Island on the Wind‑Breathed Edge of the Sea, is a collection of poetry by, arguably, one of Canada’s finest living People’s Poets, John B. Lee. After numerous literary awards, 60 books and many trips to Cuba this is Lee’s first full collection of Cuba poems. They are the perceptions, perspectives and reflections on the Cuban landscape, its peoples, the sounds and sights, the sea and the wind and how they all fold into a poetic experience. These poems will bring you closer to the real Cuba than any guide or travel book could possibly do. This is one of John B. Lee=s finest books.


Suffused with light and air, the poems have the clarity of great photography, the feel of wind in the hair, the hushed compassion for everything and everyone seen and heard.

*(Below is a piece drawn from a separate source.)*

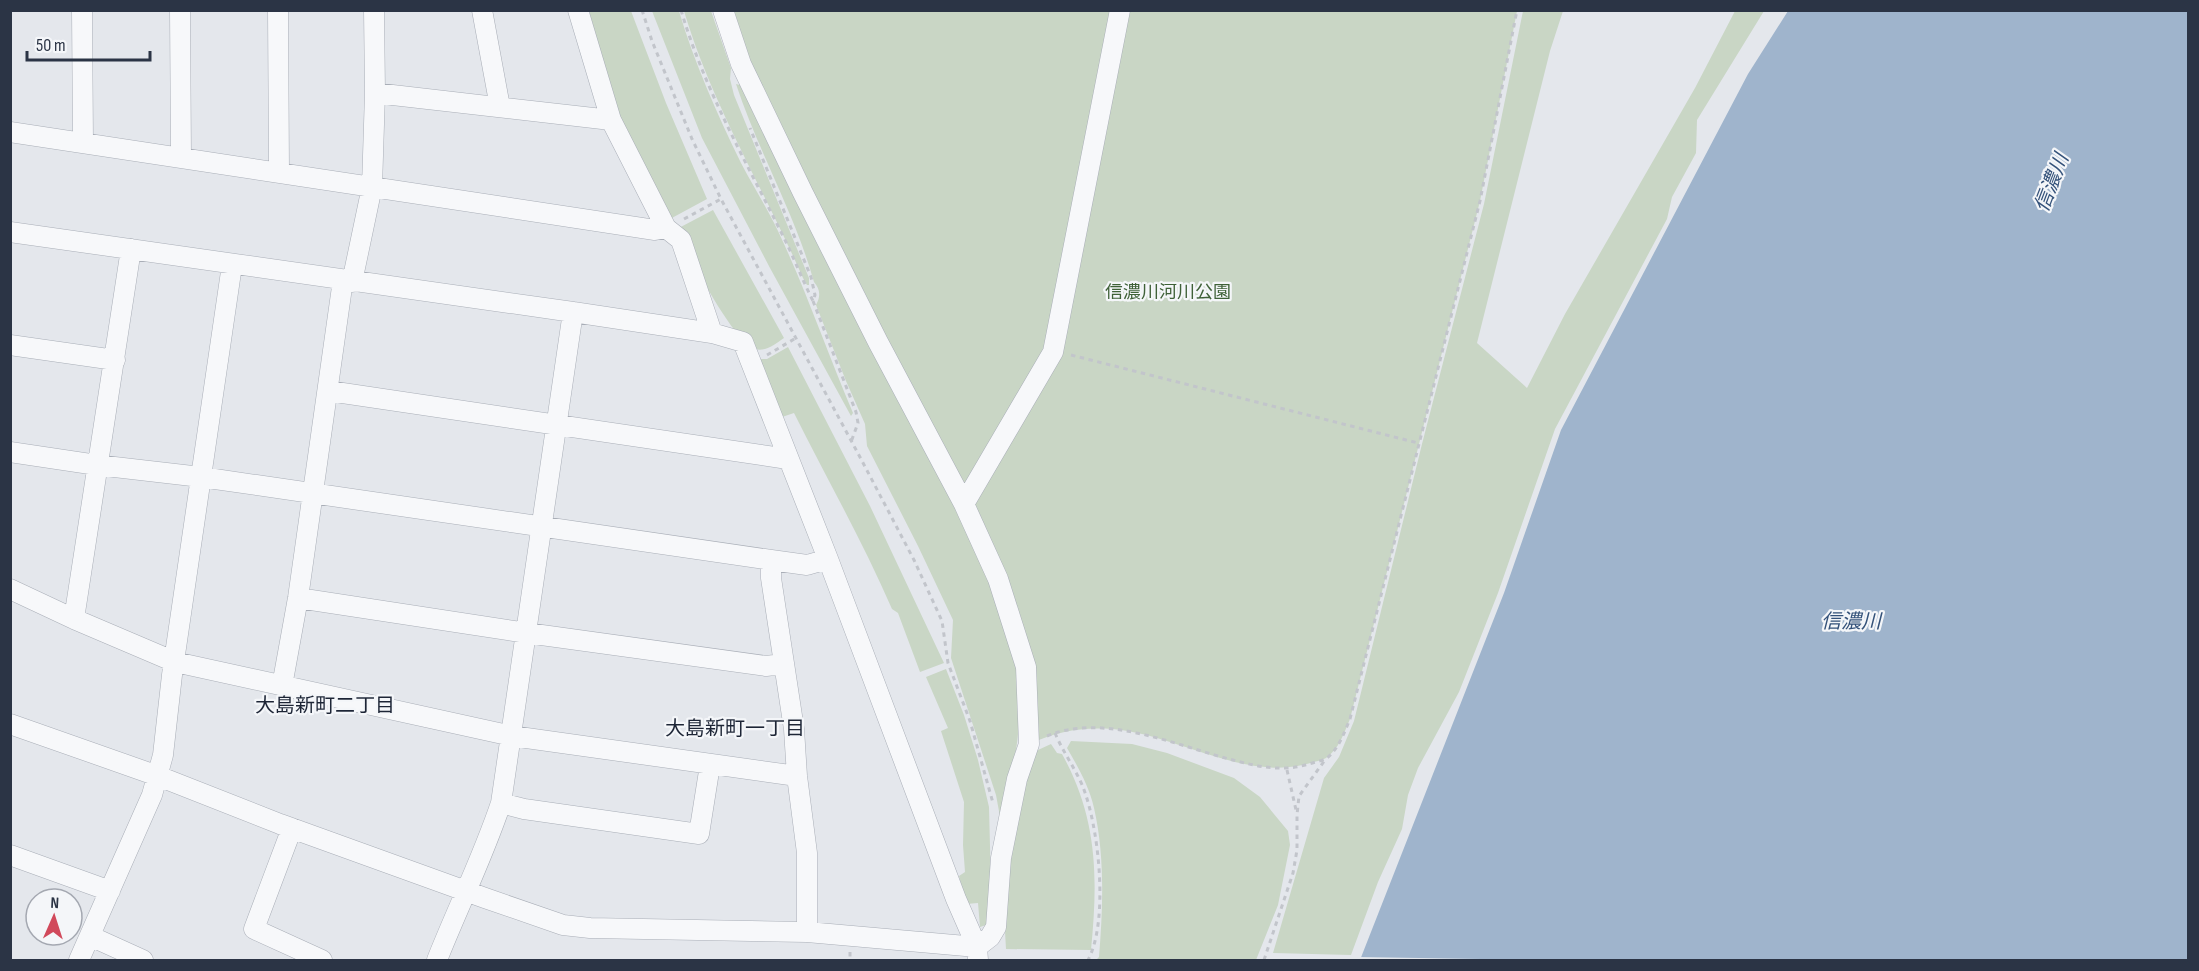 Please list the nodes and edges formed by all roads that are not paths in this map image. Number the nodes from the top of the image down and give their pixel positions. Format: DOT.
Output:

There is a rich exuberance underlying all impressions, but not exploited at the expense of deep feelings.

There is a subtle basic bass line supporting the sparkling right hand figures of Lee’s style–an unerring ear matched to an intensity of vision, and both in the service of heart, mind and soul.

More and more, I’m impressed by Lee’s wish to communicate in artistic language without compromise–by his steely discipline as he balances the richest of language with spiritual insight, avoiding the cheap plays of irony, frippery vulgarity that tarnishes so much of “People’s Poetry”.

This is subtly conveyed by his kind shading of metaphor with “like” since similes are less dazzling and therefore more sympathetic to the nerves of the common reader as he sublimely manipulates emotions with all the artistry of the poet aligned with the gravitas of the image.

John B. Lee is “the” People’s Poet with the hidden agenda of a spiritual adviser, a magician of language whose poems often conclude with an amazing transcendence of intellect confronted by the inexpressible and surrendering to it in a skyrocket of wild imagery and pure poetry.

I admire the unselfconscious pride with which Lee propagates his love of literature–its power and its glory–around his town and around the world–an evangelist of truth and beauty.  To read Lee’s work is to believe in them for the first time all over again.  God bless him.